Die Verbraucherpreise in Europa sind im März unverändert geblieben. Wie die Statistikbehörde Eurostat am Donnerstag mitteilte, lag die Inflationsrate sowohl in den Staaten der Währungsunion als auch in der gesamten EU bei 0,0 Prozent.
Eurostat revidierte damit Angaben einer ersten Schätzung von Ende März. Damals waren die Luxemburger Statistiker noch von einem Rückgang der Verbraucherpreise um 0,1 Prozent in der Eurozone ausgegangen. Im Februar waren die Preise um 0,2 Prozent in der Eurozone und 0,1 Prozent in der EU zurückgegangen. Wie damals waren die Energiepreise auch im März weiter stark rückläufig. Sie sanken im vergangenen Monat um 8,7 Prozent, wie Eurostat mitteilte.

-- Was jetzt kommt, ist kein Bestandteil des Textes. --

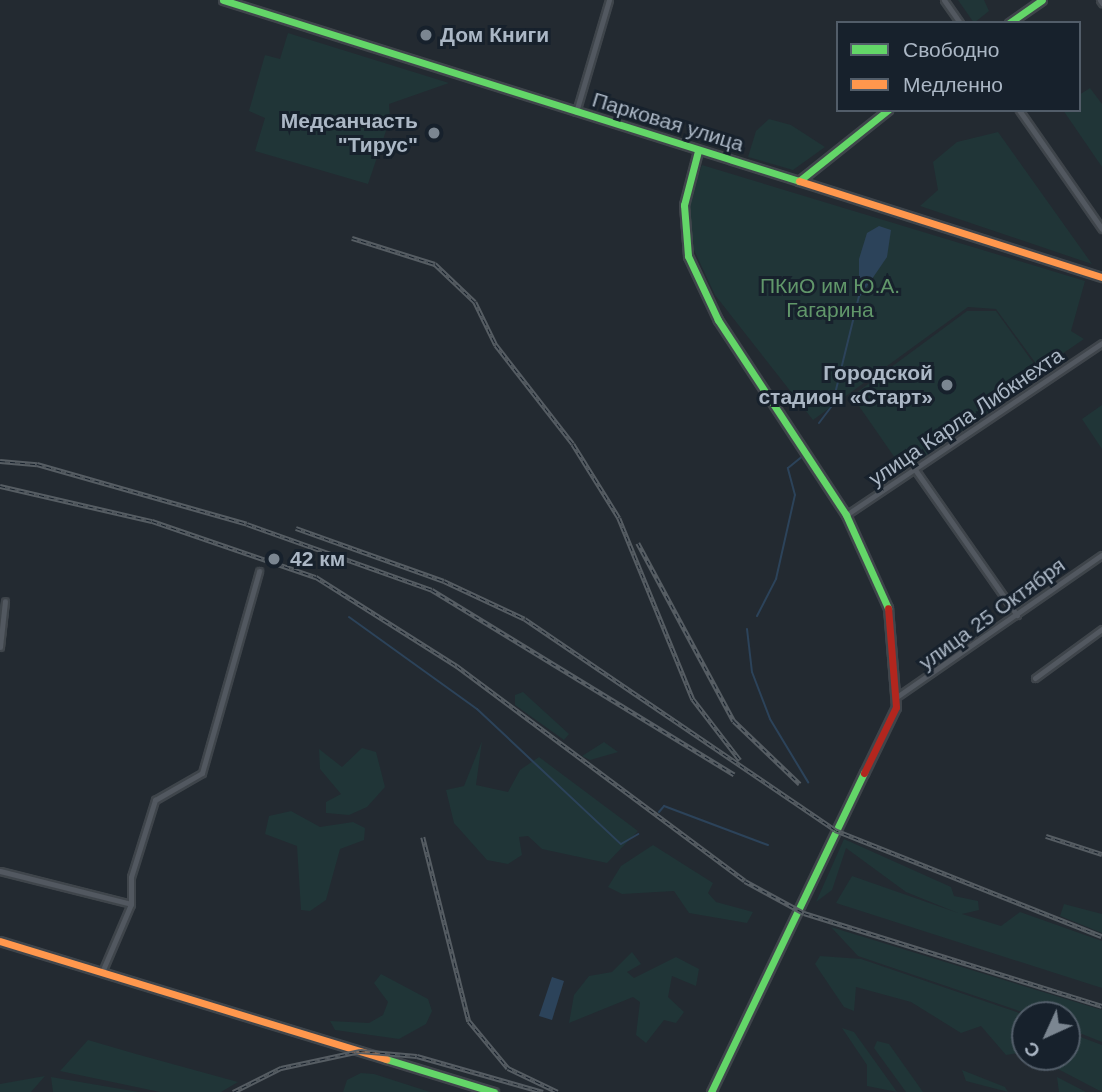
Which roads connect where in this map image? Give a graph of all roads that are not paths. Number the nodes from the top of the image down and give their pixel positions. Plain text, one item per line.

Lebensmittel, Alkohol und Tabakwaren werden ein wenig teurer
Dagegen verteuerten sich Lebensmittel, Alkohol und Tabakwaren um 0,8 Prozent, Industriegüter um 0,5 Prozent und Dienstleistungen um 1,4 Prozent. Rückläufig waren die Verbraucherpreise insgesamt in 15 der 28 EU-Länder, wie Eurostat mitteilte. Am stärksten war der Rückgang in Rumänien (minus 2,4 Prozent) und Zypern (minus 2,2 Prozent). Die höchste Inflation verzeichneten Belgien mit 1,6 Prozent und Schweden mit 1,2 Prozent.